Yes since a free version able to detect spyware and other malware like previous version of paid version.
For me Avira was a fastest scanner in free antivirus.
However Comodo was very fast scanning too.
You have very accurately pin pointed the primary weakness of Default Deny security and that is the requirement of an intelligent user and why Default Allow security systems are a better recommendation for users who are not capable of competently responding to a Defense+ security alert.
In the final analysis under the operation of skilled and well informed users Defense+ can detect and deny Malware 100% of the time while there isn’t a single AV program on the market not even the most competent ones operating from massive black lists that can detect 100% of all Malware all of the time not even Avira so eventually… Bammmmmm you will be infected without even a warning unless you have a Default Deny HIPS contingent in your computer security!
~Maxx~
Lets say all the alerts that will be displayed, the user will press 50% allow and 50% deny…
Now… with CIS we don’t show an alert if we already detect it…
So what that means is, on top of the detection, user will have a 50% chance of denying the malware, wheras with just default Allow AV you don’t have that chance…
of course from our Threatcast stats we are seeing that the users are not dumb as people make out them to be! They are denying a huge majority of malware (we suspect that the very little we see is mainly from malware testers who like to play with malware 
)!! You could say thats because Comodo has a sophisticated user base…so be it… We are protecting our users! Of course that doesn’t stop us from continually improving! Our goal is to protect everyone! With Parental control today we can do that!
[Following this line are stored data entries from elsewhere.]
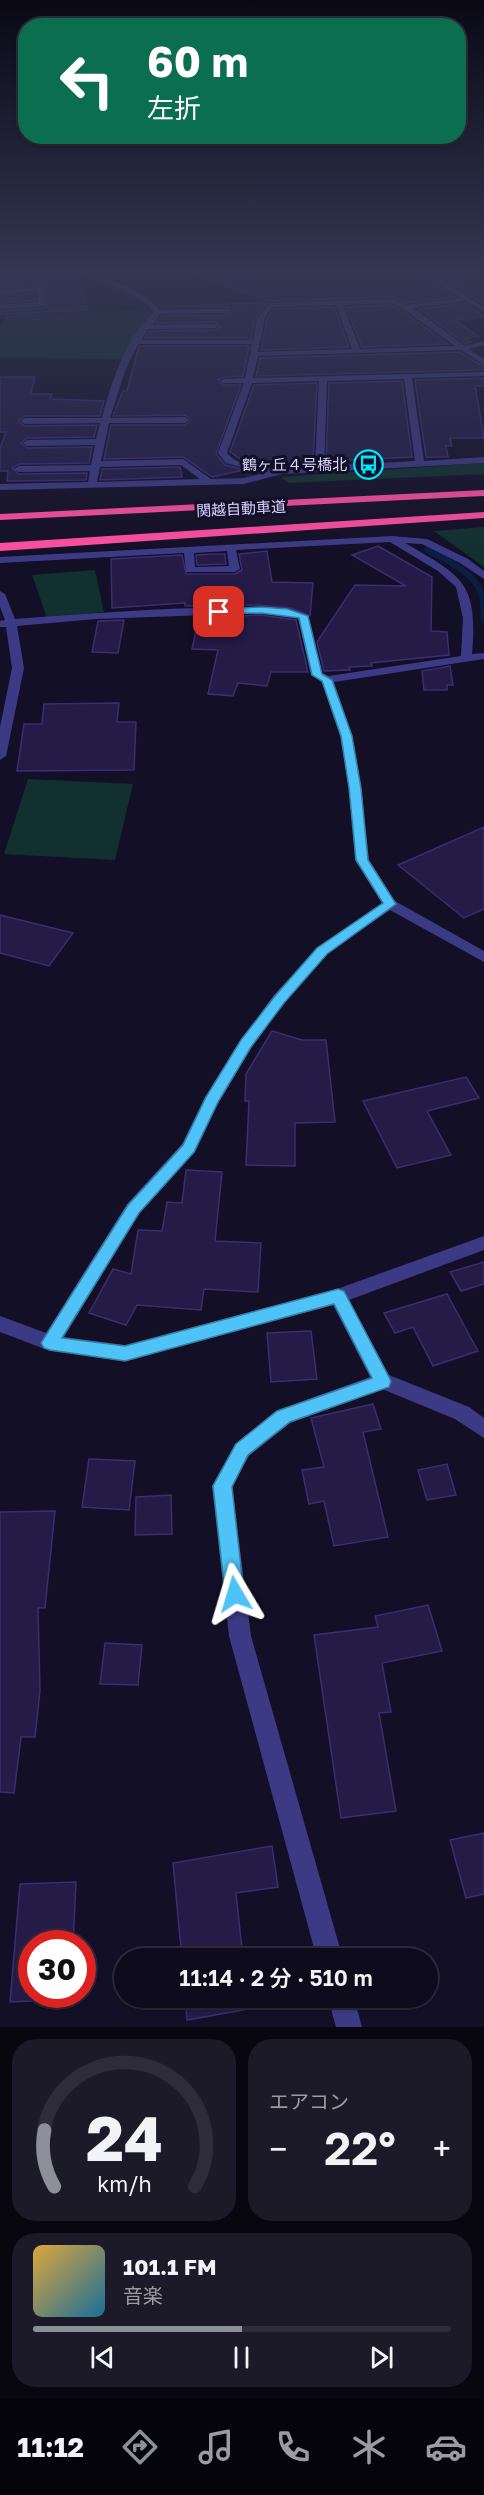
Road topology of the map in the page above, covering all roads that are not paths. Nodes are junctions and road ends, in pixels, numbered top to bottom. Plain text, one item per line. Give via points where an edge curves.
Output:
1 (126, 365) edge
2 (253, 365) edge
3 (484, 374) edge
4 (408, 377) junction
5 (323, 378) junction
6 (249, 380) junction
7 (224, 381) dead end
8 (25, 420) dead end
9 (107, 420) junction
10 (185, 420) dead end
11 (102, 442) junction
12 (27, 443) dead end
13 (484, 460) edge
14 (420, 463) junction
15 (96, 466) junction
16 (19, 469) dead end
17 (319, 469) junction
18 (274, 473) junction
19 (209, 482) junction
20 (92, 485) junction
21 (0, 487) edge
22 (484, 488) edge
23 (484, 493) edge
24 (0, 505) edge
25 (484, 509) edge
26 (484, 515) edge
27 (0, 517) edge
28 (0, 534) edge
29 (392, 539) junction
30 (0, 547) edge
31 (231, 548) junction
32 (189, 550) junction
33 (0, 560) edge
34 (484, 576) edge
35 (1, 595) edge
36 (5, 623) edge
37 (484, 656) edge
38 (466, 660) junction
39 (327, 680) junction
40 (0, 756) edge
41 (390, 904) junction
42 (484, 957) edge
43 (484, 1243) edge
44 (338, 1296) junction
45 (0, 1324) edge
46 (50, 1343) junction
47 (382, 1381) junction
48 (484, 1429) edge
49 (327, 1948) edge
50 (344, 2008) edge
51 (349, 2027) edge

1 - 9 street
2 - 6 street
3 - 4 street
4 - 5 street
4 - 14 street
5 - 6 street
5 - 17 street
6 - 7 street
6 - 18 street via 222,453 229,461
8 - 9 street
9 - 10 street
9 - 11 street
11 - 12 street
11 - 15 street
13 - 14 street
14 - 17 street
15 - 16 street
15 - 19 street via 183,462
15 - 20 street
17 - 18 street
18 - 19 street via 244,481
19 - 20 street
20 - 21 street
22 - 24 highway
23 - 27 highway, 関越自動車道
25 - 28 highway, 関越自動車道
26 - 30 highway
29 - 31 street
29 - 34 street via 424,540
29 - 38 street via 455,579 464,593
31 - 32 street
31 - 32 street via 235,569 190,570
32 - 33 street
35 - 36 street
36 - 39 street via 96,616 288,612 303,616 317,675
36 - 40 street via 18,668
37 - 38 street
38 - 39 street
39 - 41 street via 346,736 362,860
41 - 42 street
41 - 46 street via 322,951 279,999 228,1072 189,1148 133,1209
43 - 44 street
44 - 46 street via 125,1353
44 - 47 street
45 - 46 street
47 - 48 street via 462,1413
47 - 49 street via 283,1417 242,1450 222,1486 240,1635
50 - 51 street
And with v4 you will see how easy it will all get
Melih
Are you saying that if we only install Comodo Firewall and Defense+ (no AV), Defense+ will not detect a lot of malware behaviour, since “with CIS we don’t show an alert if we already detect it”?
This doesn’t make sense to me, as Defense+ is a classical HIPS and it will pop-up if anything untrusted tries to modify or interact with the system. Right?
Also, I sent you a PM. Did you get it? Thanks for your time Melih.
I find it quite logical they turned defense + off, because we want to know the strength of the av component not the strength of the whole suite… (:WIN)
Hi…
Why worry the user with a D+ message if we know the exe is malware…
Melih
Sure I understand that, but I was just asking that Defense+ will still alert the user if for example, that .exe malware file is run. This means that Defense+ will still block the file from causing any problems.
If you know what you’re doing, all you need is Defense+ and a good on-demand scanner. I also use Sandboxie, and that makes for a bullet-proof setup.
yes it will…
To me the beauty with D+ is that not only it protects your computer but also it can protect other security software processes that do not have strong self protection. For example I successfully shut down Avira free processes, not just the gui but all of it processes with process explorer (sysinternals suite). However, when I protected Avira free processes with D+ then I was not able to shut them down, no matter what I did.
So to all users who do not use CAV and therefore use another AV or someone like me who uses a full featured CIS in conjunction to another AV like Avira, please protect their processes with D+. Such ability to directly protect other software processes is one of the most underrated features of CIS. :-TU
Peace.
Is there a tutorial on how to do it? Cause even after I add files to “My protected files” I still able to shut down that process I just added
Go to Defence+ /Advanced /Computer Security Policy choose the process you want to protect click edit click Protection Settings click yes on Process Terminations then click apply on all open screens.
Screenshot below explorer.exe as example.
Dennis
[attachment deleted by admin]
In addition to process terminations protection you could also protect interprocess memory access by clicking on yes to activate it.
Peace.
Thanks both of you, I have a better standing how D+ work now
Agreed.
I think it is slightly ridiculous A-Squared is so high. The only problem I see with A-Squared, is they use Ikarus signatures as well. Ikarus is known for a lot of FPs that they do not remove from their database.
I never received an answer to this question: With nearly 6 million virus signatures in the Comodo virus database, why did the anti-virus portion of CIS fail to stop the 6 malicious applications, according to the MRG test?